**SUPPLIED DATA:**
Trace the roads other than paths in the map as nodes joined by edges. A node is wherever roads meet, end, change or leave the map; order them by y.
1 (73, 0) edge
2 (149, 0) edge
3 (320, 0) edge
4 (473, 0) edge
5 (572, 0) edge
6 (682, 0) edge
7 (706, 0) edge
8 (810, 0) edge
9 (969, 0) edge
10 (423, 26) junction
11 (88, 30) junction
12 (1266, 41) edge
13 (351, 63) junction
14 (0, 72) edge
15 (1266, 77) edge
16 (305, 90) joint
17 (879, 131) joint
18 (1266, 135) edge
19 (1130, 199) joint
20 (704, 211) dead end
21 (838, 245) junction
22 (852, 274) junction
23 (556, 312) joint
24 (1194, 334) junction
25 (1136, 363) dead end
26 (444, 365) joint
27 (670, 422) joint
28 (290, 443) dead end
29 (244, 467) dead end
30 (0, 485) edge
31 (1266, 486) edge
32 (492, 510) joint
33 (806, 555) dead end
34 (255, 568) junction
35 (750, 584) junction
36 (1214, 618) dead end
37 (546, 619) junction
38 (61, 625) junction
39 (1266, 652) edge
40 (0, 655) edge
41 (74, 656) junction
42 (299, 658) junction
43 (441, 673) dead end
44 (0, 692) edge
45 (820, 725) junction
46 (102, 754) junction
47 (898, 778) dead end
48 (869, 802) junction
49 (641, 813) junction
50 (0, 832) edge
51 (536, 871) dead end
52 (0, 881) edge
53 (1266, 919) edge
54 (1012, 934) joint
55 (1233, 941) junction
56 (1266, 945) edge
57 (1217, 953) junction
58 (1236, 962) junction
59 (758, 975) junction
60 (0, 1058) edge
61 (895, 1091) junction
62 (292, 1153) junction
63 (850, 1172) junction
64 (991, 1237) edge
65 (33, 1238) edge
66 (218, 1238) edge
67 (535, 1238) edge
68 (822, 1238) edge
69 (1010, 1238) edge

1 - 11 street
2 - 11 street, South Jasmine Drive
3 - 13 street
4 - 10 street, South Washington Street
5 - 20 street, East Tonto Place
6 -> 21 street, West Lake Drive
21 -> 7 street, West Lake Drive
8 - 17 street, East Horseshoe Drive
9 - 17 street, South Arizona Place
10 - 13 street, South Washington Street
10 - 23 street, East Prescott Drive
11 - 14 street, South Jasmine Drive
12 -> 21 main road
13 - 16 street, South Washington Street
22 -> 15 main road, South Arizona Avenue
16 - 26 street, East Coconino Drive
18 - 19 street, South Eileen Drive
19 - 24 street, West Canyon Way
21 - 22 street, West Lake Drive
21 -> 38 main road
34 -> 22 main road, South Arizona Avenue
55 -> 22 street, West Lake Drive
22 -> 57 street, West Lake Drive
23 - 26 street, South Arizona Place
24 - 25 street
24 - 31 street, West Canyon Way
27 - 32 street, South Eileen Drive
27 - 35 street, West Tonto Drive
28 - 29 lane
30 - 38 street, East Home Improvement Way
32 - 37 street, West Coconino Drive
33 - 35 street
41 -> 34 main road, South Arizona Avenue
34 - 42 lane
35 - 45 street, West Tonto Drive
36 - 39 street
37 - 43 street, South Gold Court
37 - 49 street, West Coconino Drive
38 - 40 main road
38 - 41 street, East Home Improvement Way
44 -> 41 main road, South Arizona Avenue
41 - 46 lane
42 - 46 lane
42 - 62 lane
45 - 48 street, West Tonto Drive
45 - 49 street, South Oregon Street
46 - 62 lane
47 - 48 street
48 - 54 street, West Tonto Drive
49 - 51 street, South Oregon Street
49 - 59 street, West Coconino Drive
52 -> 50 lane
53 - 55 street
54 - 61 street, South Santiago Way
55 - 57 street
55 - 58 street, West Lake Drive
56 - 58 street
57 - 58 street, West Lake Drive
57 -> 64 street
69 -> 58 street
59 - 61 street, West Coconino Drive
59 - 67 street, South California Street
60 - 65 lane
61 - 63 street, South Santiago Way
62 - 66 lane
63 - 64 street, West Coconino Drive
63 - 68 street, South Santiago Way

**WHAT IS EXPECTED:**
The response should be an exact repeat of the data above.

**ANSWER TO THE EXERCISE:**
Trace the roads other than paths in the map as nodes joined by edges. A node is wherever roads meet, end, change or leave the map; order them by y.
1 (73, 0) edge
2 (149, 0) edge
3 (320, 0) edge
4 (473, 0) edge
5 (572, 0) edge
6 (682, 0) edge
7 (706, 0) edge
8 (810, 0) edge
9 (969, 0) edge
10 (423, 26) junction
11 (88, 30) junction
12 (1266, 41) edge
13 (351, 63) junction
14 (0, 72) edge
15 (1266, 77) edge
16 (305, 90) joint
17 (879, 131) joint
18 (1266, 135) edge
19 (1130, 199) joint
20 (704, 211) dead end
21 (838, 245) junction
22 (852, 274) junction
23 (556, 312) joint
24 (1194, 334) junction
25 (1136, 363) dead end
26 (444, 365) joint
27 (670, 422) joint
28 (290, 443) dead end
29 (244, 467) dead end
30 (0, 485) edge
31 (1266, 486) edge
32 (492, 510) joint
33 (806, 555) dead end
34 (255, 568) junction
35 (750, 584) junction
36 (1214, 618) dead end
37 (546, 619) junction
38 (61, 625) junction
39 (1266, 652) edge
40 (0, 655) edge
41 (74, 656) junction
42 (299, 658) junction
43 (441, 673) dead end
44 (0, 692) edge
45 (820, 725) junction
46 (102, 754) junction
47 (898, 778) dead end
48 (869, 802) junction
49 (641, 813) junction
50 (0, 832) edge
51 (536, 871) dead end
52 (0, 881) edge
53 (1266, 919) edge
54 (1012, 934) joint
55 (1233, 941) junction
56 (1266, 945) edge
57 (1217, 953) junction
58 (1236, 962) junction
59 (758, 975) junction
60 (0, 1058) edge
61 (895, 1091) junction
62 (292, 1153) junction
63 (850, 1172) junction
64 (991, 1237) edge
65 (33, 1238) edge
66 (218, 1238) edge
67 (535, 1238) edge
68 (822, 1238) edge
69 (1010, 1238) edge

1 - 11 street
2 - 11 street, South Jasmine Drive
3 - 13 street
4 - 10 street, South Washington Street
5 - 20 street, East Tonto Place
6 -> 21 street, West Lake Drive
21 -> 7 street, West Lake Drive
8 - 17 street, East Horseshoe Drive
9 - 17 street, South Arizona Place
10 - 13 street, South Washington Street
10 - 23 street, East Prescott Drive
11 - 14 street, South Jasmine Drive
12 -> 21 main road
13 - 16 street, South Washington Street
22 -> 15 main road, South Arizona Avenue
16 - 26 street, East Coconino Drive
18 - 19 street, South Eileen Drive
19 - 24 street, West Canyon Way
21 - 22 street, West Lake Drive
21 -> 38 main road
34 -> 22 main road, South Arizona Avenue
55 -> 22 street, West Lake Drive
22 -> 57 street, West Lake Drive
23 - 26 street, South Arizona Place
24 - 25 street
24 - 31 street, West Canyon Way
27 - 32 street, South Eileen Drive
27 - 35 street, West Tonto Drive
28 - 29 lane
30 - 38 street, East Home Improvement Way
32 - 37 street, West Coconino Drive
33 - 35 street
41 -> 34 main road, South Arizona Avenue
34 - 42 lane
35 - 45 street, West Tonto Drive
36 - 39 street
37 - 43 street, South Gold Court
37 - 49 street, West Coconino Drive
38 - 40 main road
38 - 41 street, East Home Improvement Way
44 -> 41 main road, South Arizona Avenue
41 - 46 lane
42 - 46 lane
42 - 62 lane
45 - 48 street, West Tonto Drive
45 - 49 street, South Oregon Street
46 - 62 lane
47 - 48 street
48 - 54 street, West Tonto Drive
49 - 51 street, South Oregon Street
49 - 59 street, West Coconino Drive
52 -> 50 lane
53 - 55 street
54 - 61 street, South Santiago Way
55 - 57 street
55 - 58 street, West Lake Drive
56 - 58 street
57 - 58 street, West Lake Drive
57 -> 64 street
69 -> 58 street
59 - 61 street, West Coconino Drive
59 - 67 street, South California Street
60 - 65 lane
61 - 63 street, South Santiago Way
62 - 66 lane
63 - 64 street, West Coconino Drive
63 - 68 street, South Santiago Way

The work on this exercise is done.